ArcelorMittal a publié des résultats trimestriels en forte baisse, affectés par la chute des prix de l'acier, mais néanmoins en ligne avec les attentes. Selon Reuters, Enel s'apprêterait à présenter une offre pour une participation de contrôle dans le spécialiste de la fibre optique Metroweb.

 

Convertibles 

En Europe, les marchés restent orientés à la baisse, comme en témoigne l'indice EuroStoxx qui s'est replié de 3,54% cette semaine. Adidas a publié d'excellents résultats au premier trimestre et enregistre son meilleur trimestre depuis dix ans. La croissance géographique et organique est très bien orientée dans l'ensemble et la croissance de sa marque est impressionnante (+26%). Air France a publié des résultats conformes au consensus (5,6 milliards d'euros) et un résultat d'exploitation négatif mais moins que prévu (99 millions d'euros de pertes contre 226 millions d'euros pour le consensus), grâce à la baisse des prix du carburant et aux progrès de son programme de couverture ; l'action de la compagnie aérienne a malgré tout été affectée par les tensions dues à la nomination du nouveau PDG et au possible conflit entre la direction et les pilotes.

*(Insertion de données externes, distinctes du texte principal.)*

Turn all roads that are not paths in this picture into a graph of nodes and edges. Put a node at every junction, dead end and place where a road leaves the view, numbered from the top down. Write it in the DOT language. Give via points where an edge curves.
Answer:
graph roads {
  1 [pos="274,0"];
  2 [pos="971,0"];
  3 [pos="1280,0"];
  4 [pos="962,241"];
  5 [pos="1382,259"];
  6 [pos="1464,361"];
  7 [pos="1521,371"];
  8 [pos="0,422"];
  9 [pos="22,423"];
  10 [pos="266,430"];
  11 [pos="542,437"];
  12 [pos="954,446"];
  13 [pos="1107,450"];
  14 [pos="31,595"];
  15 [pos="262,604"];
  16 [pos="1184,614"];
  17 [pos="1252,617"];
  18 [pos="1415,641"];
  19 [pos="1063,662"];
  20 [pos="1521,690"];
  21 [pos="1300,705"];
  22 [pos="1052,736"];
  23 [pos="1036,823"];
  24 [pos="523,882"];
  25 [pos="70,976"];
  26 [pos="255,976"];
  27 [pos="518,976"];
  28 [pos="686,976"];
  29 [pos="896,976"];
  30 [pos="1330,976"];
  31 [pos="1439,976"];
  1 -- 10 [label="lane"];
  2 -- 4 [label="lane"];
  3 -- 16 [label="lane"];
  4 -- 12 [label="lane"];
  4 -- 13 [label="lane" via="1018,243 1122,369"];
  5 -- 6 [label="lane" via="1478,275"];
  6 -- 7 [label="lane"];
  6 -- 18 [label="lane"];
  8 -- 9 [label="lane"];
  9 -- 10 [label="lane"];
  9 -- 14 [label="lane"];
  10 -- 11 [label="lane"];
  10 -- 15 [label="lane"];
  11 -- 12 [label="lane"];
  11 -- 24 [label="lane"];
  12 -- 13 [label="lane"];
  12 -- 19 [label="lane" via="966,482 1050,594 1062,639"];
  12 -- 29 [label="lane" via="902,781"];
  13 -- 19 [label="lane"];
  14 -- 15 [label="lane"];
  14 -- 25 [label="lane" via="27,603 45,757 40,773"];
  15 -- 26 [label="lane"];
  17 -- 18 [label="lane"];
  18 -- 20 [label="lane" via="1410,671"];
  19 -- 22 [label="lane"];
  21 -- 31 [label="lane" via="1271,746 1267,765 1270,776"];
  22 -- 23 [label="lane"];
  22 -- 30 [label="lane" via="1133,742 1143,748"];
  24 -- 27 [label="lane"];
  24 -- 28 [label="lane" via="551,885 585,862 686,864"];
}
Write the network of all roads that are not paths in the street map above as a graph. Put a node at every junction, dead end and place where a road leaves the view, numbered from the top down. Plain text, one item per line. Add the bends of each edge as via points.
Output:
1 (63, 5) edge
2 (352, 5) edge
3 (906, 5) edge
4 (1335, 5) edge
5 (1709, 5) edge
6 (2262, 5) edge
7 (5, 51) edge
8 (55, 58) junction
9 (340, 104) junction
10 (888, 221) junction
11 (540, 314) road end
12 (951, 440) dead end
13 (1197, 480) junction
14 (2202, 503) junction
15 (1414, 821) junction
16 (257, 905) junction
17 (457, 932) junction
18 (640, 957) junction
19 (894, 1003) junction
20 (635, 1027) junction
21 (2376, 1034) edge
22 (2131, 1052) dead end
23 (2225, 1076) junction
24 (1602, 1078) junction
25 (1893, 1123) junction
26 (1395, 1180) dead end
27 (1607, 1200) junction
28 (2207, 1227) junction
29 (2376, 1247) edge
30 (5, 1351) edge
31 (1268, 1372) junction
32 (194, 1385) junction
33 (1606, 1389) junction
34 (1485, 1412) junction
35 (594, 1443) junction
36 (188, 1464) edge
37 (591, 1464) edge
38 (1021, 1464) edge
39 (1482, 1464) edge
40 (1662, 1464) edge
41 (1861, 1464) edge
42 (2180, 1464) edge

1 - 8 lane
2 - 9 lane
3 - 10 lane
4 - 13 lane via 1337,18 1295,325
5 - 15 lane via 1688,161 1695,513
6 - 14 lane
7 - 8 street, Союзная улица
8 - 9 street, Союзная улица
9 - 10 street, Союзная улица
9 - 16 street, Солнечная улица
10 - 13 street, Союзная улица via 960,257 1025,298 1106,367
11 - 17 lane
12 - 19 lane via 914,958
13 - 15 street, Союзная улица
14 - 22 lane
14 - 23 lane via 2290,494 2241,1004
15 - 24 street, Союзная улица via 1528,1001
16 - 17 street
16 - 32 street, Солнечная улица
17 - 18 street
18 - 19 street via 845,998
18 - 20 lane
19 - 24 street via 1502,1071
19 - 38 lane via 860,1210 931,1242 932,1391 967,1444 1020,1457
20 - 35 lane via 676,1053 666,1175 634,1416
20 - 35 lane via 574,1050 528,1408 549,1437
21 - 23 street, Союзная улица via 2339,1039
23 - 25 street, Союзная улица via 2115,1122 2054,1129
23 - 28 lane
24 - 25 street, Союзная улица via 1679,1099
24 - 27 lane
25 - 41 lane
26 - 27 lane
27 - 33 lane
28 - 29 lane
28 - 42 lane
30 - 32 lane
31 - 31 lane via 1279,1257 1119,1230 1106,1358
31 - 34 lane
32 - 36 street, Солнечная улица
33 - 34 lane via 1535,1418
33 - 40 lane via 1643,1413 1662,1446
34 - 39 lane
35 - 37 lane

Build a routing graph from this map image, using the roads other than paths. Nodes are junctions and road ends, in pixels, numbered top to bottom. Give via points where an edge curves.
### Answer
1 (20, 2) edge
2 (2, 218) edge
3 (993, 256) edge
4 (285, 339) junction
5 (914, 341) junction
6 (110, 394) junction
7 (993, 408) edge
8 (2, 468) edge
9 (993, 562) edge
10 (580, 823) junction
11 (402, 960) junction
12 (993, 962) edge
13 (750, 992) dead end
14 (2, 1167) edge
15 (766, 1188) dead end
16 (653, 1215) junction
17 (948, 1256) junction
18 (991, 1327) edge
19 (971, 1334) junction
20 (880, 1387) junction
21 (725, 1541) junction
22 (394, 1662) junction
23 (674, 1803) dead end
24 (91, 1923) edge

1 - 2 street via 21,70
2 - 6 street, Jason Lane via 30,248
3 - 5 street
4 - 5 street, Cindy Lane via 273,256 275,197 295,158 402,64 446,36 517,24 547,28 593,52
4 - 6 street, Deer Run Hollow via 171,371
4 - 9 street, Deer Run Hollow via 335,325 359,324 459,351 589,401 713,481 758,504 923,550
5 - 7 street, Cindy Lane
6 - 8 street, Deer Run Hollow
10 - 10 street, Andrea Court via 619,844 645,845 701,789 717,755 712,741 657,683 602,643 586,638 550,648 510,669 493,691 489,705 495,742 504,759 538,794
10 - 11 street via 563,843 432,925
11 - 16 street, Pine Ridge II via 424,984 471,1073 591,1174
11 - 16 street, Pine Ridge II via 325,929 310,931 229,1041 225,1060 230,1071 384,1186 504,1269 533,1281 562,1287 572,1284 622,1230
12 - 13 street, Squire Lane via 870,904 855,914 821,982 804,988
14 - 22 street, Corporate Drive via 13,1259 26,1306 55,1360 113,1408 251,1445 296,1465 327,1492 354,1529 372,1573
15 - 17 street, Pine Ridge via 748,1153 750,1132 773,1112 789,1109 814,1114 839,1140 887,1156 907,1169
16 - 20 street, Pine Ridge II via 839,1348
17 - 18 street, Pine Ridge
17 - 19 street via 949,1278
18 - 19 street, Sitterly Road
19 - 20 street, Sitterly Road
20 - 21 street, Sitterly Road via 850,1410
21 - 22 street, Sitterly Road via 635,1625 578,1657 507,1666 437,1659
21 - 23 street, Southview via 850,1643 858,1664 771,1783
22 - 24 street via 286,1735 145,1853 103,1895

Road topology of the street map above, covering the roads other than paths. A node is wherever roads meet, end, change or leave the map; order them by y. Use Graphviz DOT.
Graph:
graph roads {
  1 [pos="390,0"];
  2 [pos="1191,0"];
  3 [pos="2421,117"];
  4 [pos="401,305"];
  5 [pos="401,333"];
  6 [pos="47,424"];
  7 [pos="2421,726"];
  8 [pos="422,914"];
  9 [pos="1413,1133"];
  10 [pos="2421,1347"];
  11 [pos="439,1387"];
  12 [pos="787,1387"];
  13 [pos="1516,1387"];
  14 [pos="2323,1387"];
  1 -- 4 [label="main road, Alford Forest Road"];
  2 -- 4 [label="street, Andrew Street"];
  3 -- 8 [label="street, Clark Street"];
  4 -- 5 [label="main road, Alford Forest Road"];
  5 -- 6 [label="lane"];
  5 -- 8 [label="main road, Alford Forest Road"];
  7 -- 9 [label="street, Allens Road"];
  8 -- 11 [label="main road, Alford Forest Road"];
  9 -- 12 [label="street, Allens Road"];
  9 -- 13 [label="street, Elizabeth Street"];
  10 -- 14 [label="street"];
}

Le titre d'Inmarsat s'est replié (-10,8%) après la publication d'une baisse de 2% de son chiffre d'affaires et de la faiblesse persistante de son activité maritime (-4,5% en glissement annuel), tandis que son EBITDA s'affiche en recul de 6% par rapport à son niveau d'il y a un an. Les ventes nettes de Buzzi au premier trimestre sont ressorties supérieures aux attentes à 540,3 millions d'euros, avec un EBITDA à 50,8 millions d'euros. La seule émission est attribuable à Wendel, qui a émis pour 500 millions d'euros d'obligations à zéro coupon échangeables en actions Saint-Gobain. Cette émission a constitué une opportunité intéressante d'obtenir une réelle exposition à Saint-Gobain par le biais d'une obligation convertible.

Les résultats publiés par Mercado Libre sont à nouveau ressortis supérieurs aux prévisions au premier trimestre, avec un chiffre d'affaires de 157,6 millions de dollars. Ilumina a annoncé ses résultats définitifs pour le premier trimestre. Ils font état d'un chiffre d'affaires nettement inférieur aux prévisions et conforme à l'annonce anticipée du 18 avril. Wright Medical a publié de meilleurs résultats que prévu au premier trimestre, avec des ventes supérieures aux prévisions du consensus, et a revu à la hausse ses prévisions de chiffre d'affaires et de bénéfices. Enfin, Tesla a agréablement surpris le marché en annonçant un plan d'accélération de sa production, qui permettrait d'atteindre son objectif de 500 000 véhicules deux ans plus tôt que prévu. Toutefois, le marché continue de s'interroger sur les conséquences d'un tel plan, ce qui explique que le titre se soit replié de 5% en séance hier.